Mais comme aucune sanction n’est infligée aux contrevenants, ils se fichent de respecter la réglementation. Ce qui est inadmissible, c’est qu’on ne considère pas les personnes ayant un handicap (moteur, visuel, auditif, mental) comme des clients à part entière !

"Cela me révolte de constater que seuls 10 % des hôtels en France sont accessibles aux personnes handicapées."

Le problème est identique dans les restaurants. Le plus souvent, il y a une marche à l’entrée, parfois infranchissable. De plus, dans les brasseries parisiennes, les toilettes sont souvent au sous-sol. Pratique pour une personne qui n’a plus l’usage de ses jambes ! Là encore, la loi de 2007 impose à tous les établissements neufs l’accessibilité aux personnes à mobilité réduite. Mais personne ne la respecte.
À Paris, seuls douze restaurants ont reçu le label “Tourisme et handicaps"* que nous décernons.
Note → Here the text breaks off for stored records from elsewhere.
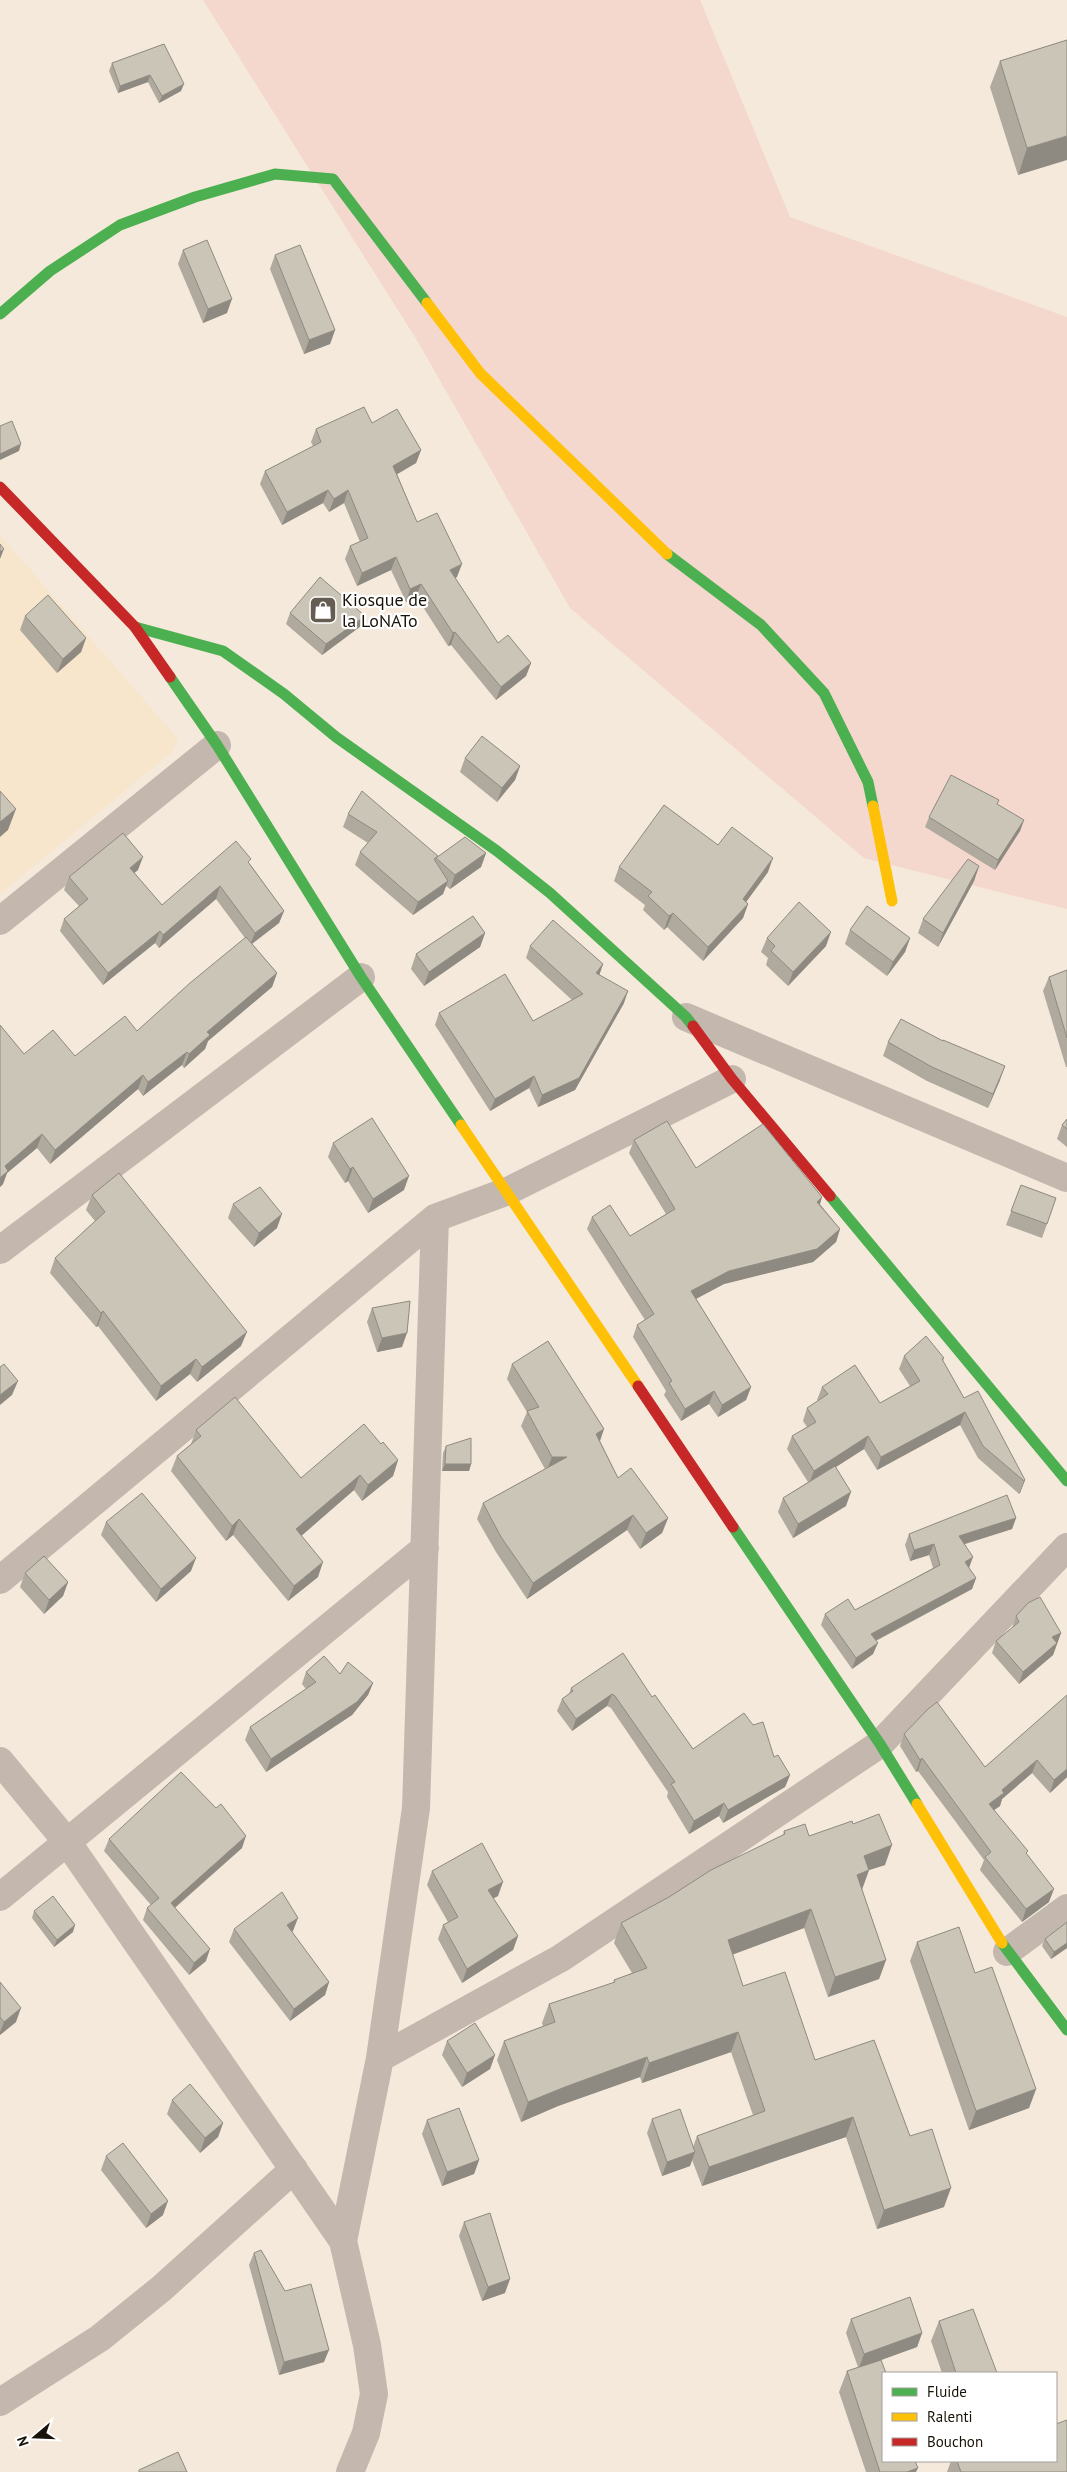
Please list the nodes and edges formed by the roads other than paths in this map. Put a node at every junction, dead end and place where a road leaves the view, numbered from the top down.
1 (0, 314) edge
2 (0, 487) edge
3 (135, 627) junction
4 (217, 745) junction
5 (892, 901) dead end
6 (0, 922) edge
7 (361, 977) junction
8 (686, 1016) junction
9 (732, 1079) junction
10 (1067, 1178) edge
11 (508, 1191) junction
12 (435, 1218) junction
13 (0, 1250) edge
14 (1067, 1480) edge
15 (1067, 1547) edge
16 (425, 1548) junction
17 (0, 1580) edge
18 (880, 1744) junction
19 (0, 1762) edge
20 (68, 1843) junction
21 (0, 1898) edge
22 (1067, 1908) edge
23 (1007, 1952) junction
24 (1067, 2030) edge
25 (380, 2058) junction
26 (294, 2169) junction
27 (343, 2241) junction
28 (0, 2402) edge
29 (350, 2472) edge

1 - 5 street
2 - 3 street
3 - 4 street
3 - 8 street
4 - 6 street
4 - 7 street
7 - 11 street
7 - 13 street
8 - 9 street
8 - 10 street
9 - 11 street
9 - 14 street
11 - 12 street
11 - 18 street
12 - 16 street
12 - 17 street
15 - 18 street
16 - 20 street
16 - 25 street
18 - 23 street
18 - 25 street
19 - 20 street
20 - 21 street
20 - 26 street
22 - 23 street
23 - 24 street
25 - 27 street
26 - 27 street
26 - 28 street
27 - 29 street

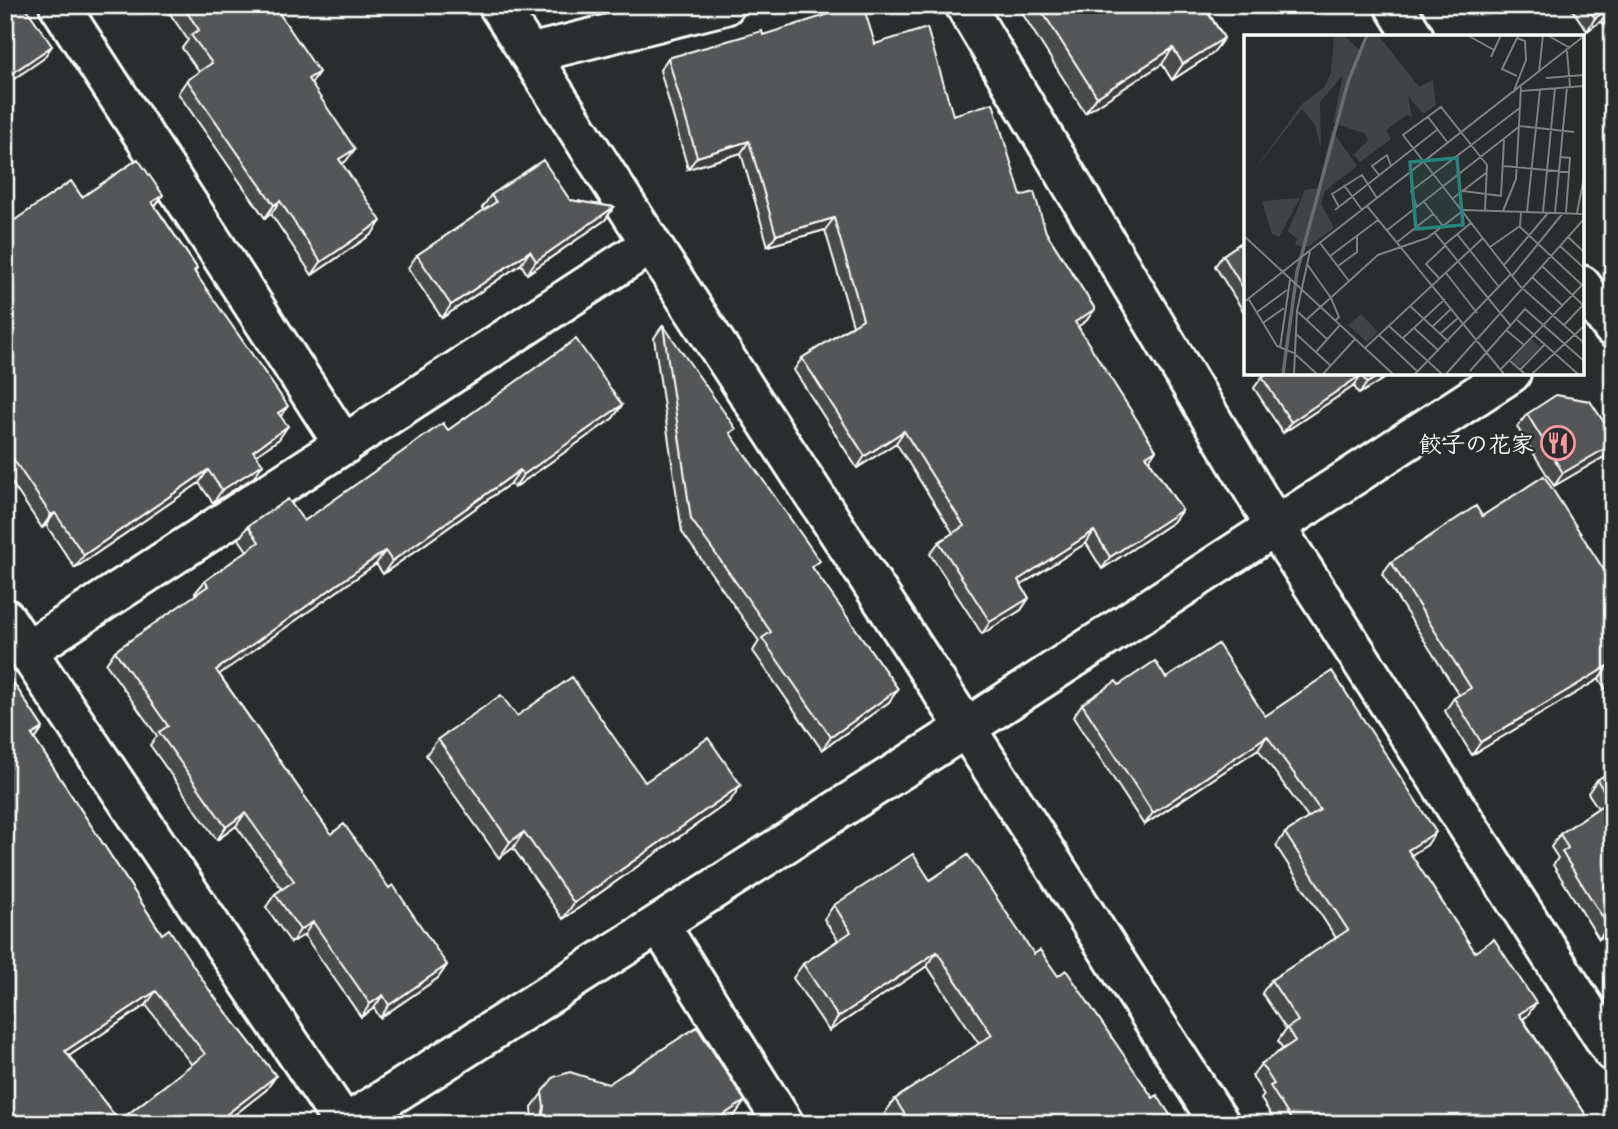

Ce sont les seuls qui ont fait un effort pour leur clientèle déficiente au plan visuel ou auditif ou à mobilité réduite. Pour aider les malvoyants, ces restaurants ont enregistré vocalement le menu du jour avec les prix correspondants. Cela ne demande pas un gros investissement. Et ça peut faciliter la vie d’une personne handicapée qui a aussi le désir d’aller déjeuner dehors.

"À Paris, seuls douze restaurants ont reçu le label “Tourisme et handicaps"* que nous décernons."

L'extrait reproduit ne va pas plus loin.